Brands that use video for marketing are growing their revenue 49% faster than brands that aren’t. Specifically, companies that relied on video in at least one marketing channel saw revenue
growth of 13.3% compared to 8.9% for non-video marketers, according to a new report
from market research firm Aberdeen
Group. The study surveyed 168 companies on their use of video.
Bear in mind the corollary to this finding: Companies that produce videos are likely spending more marketing dollars to create
those videos. Still, the overall results seem to suggest the investment pays off in several marketing metrics.

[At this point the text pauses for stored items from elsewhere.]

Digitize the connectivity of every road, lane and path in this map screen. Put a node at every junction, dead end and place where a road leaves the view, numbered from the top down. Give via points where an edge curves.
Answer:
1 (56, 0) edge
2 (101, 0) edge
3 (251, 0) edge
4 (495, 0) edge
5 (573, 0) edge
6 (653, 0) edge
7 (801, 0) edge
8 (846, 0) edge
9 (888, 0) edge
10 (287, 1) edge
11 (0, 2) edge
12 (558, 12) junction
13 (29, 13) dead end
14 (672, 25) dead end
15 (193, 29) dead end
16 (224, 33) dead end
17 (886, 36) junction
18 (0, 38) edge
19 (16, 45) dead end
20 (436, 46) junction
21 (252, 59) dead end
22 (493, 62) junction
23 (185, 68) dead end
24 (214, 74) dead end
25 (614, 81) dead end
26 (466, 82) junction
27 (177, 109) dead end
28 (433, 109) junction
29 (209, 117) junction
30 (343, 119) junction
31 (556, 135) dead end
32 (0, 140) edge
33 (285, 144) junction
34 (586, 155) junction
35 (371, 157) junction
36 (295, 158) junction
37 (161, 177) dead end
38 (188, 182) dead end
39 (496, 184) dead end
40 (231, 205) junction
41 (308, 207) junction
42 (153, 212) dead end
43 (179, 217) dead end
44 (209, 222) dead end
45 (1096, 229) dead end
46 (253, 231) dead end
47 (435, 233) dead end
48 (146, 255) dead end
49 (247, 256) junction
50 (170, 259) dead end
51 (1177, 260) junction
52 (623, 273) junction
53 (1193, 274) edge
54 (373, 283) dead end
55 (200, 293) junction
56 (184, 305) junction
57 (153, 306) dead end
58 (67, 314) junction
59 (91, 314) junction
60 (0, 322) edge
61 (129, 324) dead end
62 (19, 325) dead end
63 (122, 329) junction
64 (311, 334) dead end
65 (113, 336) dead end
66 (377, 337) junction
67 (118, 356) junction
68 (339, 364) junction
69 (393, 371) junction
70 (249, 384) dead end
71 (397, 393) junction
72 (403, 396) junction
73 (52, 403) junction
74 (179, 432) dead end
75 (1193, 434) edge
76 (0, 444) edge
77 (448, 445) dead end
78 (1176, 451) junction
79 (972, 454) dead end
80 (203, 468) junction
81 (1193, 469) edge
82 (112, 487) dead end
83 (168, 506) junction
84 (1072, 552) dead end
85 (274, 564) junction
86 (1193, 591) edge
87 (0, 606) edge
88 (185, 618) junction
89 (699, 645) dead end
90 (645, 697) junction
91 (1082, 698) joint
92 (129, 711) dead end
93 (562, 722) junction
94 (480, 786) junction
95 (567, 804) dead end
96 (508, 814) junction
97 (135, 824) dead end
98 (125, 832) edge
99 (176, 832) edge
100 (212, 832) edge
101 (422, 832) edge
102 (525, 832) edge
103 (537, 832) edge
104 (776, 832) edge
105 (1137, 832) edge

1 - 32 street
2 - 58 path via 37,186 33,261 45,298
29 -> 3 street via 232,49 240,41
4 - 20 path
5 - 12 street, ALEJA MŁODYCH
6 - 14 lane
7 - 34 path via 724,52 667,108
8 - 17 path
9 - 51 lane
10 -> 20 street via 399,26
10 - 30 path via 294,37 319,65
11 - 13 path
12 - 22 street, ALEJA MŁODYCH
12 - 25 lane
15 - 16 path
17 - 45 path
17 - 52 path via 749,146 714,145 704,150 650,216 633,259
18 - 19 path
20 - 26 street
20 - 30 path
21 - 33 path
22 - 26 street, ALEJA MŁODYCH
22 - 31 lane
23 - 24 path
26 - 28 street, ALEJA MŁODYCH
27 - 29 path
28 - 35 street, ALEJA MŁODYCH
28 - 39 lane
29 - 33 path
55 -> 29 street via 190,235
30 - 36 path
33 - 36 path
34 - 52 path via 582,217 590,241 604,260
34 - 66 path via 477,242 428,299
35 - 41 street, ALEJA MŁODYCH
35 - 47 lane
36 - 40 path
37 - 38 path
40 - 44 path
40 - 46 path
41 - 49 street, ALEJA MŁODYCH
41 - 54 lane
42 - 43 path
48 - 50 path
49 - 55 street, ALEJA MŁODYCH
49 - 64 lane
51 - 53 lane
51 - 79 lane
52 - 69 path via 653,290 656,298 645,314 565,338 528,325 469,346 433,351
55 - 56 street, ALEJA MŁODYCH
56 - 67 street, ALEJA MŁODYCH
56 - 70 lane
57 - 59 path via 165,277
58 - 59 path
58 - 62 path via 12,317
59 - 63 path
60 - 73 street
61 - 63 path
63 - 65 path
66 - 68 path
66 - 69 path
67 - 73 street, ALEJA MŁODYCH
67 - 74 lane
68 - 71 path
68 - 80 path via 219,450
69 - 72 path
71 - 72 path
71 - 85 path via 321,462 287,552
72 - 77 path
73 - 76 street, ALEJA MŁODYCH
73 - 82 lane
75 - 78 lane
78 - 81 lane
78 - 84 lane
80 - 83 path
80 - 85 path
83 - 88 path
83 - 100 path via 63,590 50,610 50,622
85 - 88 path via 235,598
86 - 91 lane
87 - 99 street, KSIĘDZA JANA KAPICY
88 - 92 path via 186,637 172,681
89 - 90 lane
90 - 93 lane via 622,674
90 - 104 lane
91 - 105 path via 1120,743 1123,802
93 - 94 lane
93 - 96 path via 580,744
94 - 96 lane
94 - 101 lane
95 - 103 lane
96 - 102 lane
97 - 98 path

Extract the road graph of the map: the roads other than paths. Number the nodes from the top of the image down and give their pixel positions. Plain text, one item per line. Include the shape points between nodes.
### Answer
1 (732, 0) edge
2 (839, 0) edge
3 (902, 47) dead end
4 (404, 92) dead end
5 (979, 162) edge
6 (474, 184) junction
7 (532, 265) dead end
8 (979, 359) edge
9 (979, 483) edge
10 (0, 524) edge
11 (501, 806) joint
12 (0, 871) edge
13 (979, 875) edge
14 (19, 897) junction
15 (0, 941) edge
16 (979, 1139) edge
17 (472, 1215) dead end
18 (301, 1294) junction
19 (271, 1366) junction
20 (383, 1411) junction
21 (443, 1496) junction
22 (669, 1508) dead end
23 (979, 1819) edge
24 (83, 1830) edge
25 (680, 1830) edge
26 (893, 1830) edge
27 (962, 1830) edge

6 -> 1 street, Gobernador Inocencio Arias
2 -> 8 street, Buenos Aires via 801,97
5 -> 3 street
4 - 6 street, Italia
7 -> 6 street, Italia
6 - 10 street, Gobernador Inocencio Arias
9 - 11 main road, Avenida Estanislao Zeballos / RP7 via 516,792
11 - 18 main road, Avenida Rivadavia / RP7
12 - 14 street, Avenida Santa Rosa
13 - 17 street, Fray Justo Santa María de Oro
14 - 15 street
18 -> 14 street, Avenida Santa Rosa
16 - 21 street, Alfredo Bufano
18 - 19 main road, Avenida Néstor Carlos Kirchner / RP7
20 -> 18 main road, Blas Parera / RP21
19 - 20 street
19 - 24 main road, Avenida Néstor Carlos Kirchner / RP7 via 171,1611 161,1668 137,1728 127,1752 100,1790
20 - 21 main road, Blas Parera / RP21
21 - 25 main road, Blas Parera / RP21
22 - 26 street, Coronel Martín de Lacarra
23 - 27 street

Campaigns with videos can boost metrics that are vital to marketers, such as 34%
higher web site conversion rates over those that don’t use video, and a 27% rise in email click-through rates
The primary use of video in a marketing campaign is to drive lead
generation, a goal cited by 85% of marketers, with 80% noting brand awareness, and 79% saying thought leadership. Other goals were sales and customer retention. Many marketers who use video lean on
more refined tactics to analyze results. Video marketers are nearly three times as likely to be able to track lead sources down to specific pieces of content customers interacted with, Aberdeen
said.
Search engines are a critical marketing channel for videos, which often have high returns in searches, Aberdeen said. As such, brands that use video often have more detailed SEO
strategies.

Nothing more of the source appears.